> **Records for this exercise**
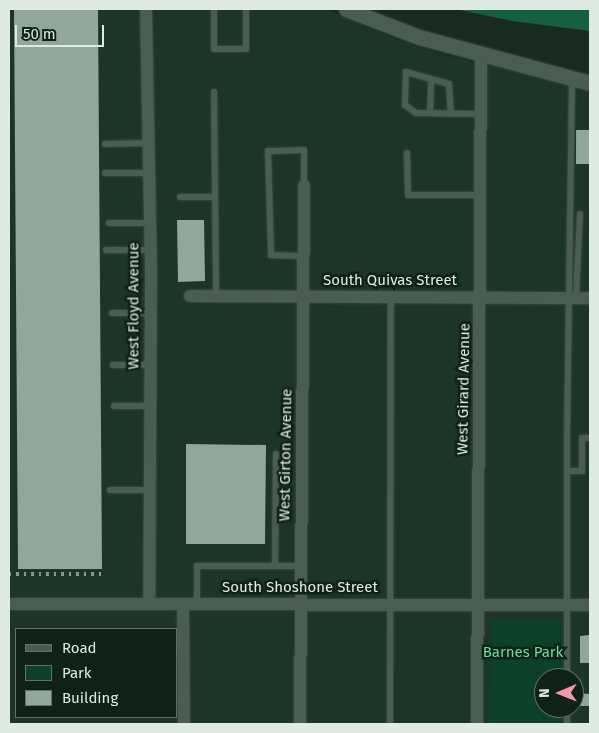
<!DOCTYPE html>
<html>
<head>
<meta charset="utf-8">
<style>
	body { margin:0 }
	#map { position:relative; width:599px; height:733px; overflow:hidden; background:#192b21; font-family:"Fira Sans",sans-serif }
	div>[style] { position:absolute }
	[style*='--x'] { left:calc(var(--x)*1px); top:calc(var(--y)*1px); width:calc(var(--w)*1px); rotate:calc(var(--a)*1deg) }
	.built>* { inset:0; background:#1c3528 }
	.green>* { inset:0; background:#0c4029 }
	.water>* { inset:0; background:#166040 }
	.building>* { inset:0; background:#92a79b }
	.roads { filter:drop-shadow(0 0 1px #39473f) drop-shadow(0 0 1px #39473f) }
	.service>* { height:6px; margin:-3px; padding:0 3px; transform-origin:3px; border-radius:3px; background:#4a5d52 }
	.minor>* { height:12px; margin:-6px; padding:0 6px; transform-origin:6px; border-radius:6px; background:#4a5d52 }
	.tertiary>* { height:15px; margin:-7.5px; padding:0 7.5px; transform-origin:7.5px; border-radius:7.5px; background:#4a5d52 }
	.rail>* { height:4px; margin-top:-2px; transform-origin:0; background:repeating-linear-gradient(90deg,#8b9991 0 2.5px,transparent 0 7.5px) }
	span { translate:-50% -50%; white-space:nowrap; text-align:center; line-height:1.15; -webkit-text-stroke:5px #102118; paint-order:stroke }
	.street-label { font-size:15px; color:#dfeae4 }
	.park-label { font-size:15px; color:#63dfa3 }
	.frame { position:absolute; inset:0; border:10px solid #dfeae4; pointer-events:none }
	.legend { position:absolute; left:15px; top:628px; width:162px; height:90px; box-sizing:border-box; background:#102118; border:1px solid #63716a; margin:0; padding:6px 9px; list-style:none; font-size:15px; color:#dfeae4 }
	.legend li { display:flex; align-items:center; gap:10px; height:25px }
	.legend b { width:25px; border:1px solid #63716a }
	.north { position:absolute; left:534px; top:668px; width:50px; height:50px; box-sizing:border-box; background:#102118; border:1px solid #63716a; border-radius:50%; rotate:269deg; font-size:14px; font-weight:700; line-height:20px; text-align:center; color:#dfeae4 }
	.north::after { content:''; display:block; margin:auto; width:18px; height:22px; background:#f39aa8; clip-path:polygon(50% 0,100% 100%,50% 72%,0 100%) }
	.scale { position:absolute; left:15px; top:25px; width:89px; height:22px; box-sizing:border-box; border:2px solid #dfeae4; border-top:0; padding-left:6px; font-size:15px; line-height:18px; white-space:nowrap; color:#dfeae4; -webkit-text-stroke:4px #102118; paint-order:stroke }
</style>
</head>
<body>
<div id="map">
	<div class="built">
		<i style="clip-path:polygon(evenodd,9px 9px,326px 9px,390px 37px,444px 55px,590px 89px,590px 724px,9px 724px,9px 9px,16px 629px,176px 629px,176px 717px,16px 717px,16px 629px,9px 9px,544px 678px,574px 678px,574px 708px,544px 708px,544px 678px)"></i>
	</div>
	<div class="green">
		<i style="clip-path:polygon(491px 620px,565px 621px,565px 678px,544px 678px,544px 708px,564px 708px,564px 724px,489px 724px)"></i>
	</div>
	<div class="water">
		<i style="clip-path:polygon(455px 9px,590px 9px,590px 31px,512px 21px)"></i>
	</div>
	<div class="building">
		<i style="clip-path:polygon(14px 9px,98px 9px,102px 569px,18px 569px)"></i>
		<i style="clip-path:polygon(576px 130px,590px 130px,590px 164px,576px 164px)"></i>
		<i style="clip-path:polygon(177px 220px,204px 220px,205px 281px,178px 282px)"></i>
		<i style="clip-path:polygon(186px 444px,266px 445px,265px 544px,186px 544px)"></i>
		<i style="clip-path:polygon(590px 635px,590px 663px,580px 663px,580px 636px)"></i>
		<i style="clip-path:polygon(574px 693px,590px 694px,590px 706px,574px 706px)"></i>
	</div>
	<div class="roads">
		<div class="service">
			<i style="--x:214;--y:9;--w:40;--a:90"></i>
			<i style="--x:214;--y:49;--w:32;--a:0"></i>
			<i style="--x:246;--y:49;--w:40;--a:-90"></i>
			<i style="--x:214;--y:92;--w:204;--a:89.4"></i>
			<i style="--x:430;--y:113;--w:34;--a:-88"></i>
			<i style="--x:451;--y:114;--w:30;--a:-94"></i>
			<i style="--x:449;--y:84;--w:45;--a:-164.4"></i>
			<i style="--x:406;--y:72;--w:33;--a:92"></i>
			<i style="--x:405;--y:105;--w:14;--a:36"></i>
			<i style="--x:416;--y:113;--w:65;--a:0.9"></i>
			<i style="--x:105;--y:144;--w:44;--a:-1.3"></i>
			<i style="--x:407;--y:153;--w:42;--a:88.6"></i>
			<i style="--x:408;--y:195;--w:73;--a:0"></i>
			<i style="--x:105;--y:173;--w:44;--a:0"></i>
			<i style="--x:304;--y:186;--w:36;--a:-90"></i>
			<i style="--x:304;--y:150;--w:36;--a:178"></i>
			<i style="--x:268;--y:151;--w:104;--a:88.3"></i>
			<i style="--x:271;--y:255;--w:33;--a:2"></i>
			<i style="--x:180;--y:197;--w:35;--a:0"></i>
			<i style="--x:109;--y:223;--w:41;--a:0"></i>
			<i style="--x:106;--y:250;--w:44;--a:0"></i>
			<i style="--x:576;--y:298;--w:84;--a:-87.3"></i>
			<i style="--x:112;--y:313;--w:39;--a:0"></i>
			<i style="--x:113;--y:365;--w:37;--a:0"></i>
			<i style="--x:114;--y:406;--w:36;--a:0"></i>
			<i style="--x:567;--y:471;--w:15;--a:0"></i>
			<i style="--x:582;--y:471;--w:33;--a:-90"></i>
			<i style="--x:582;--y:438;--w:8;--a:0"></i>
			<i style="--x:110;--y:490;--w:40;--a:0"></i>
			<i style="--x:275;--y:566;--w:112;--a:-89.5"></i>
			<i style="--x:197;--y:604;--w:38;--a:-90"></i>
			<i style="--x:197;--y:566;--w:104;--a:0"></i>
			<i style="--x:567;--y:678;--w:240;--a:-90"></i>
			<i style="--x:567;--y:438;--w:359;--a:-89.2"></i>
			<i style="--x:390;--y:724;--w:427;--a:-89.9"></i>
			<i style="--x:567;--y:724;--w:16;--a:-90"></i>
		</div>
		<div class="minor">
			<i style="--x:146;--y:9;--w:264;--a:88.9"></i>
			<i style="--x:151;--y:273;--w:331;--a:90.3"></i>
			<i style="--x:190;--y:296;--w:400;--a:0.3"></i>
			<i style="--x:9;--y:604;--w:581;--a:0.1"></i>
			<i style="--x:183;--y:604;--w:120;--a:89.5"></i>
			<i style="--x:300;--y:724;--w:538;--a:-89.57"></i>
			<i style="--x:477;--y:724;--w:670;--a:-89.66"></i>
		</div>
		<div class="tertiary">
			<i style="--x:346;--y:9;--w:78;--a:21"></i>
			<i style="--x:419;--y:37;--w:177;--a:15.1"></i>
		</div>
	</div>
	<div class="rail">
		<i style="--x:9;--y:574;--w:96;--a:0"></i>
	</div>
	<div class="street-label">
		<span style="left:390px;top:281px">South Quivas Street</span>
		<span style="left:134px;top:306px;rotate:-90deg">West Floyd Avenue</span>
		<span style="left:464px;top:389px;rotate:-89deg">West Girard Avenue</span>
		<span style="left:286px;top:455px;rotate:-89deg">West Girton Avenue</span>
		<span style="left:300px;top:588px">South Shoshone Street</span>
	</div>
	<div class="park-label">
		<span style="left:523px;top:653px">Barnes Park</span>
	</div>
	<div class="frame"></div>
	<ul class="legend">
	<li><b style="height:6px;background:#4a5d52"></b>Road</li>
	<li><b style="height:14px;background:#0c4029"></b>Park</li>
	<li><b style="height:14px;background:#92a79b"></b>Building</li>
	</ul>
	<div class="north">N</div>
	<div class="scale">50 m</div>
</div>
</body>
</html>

> **Exercise details**
Could you show every line of the material that includes the string "service"?

> **Completed task**
	.service>* { height:6px; margin:-3px; padding:0 3px; transform-origin:3px; border-radius:3px; background:#4a5d52 }
		<div class="service">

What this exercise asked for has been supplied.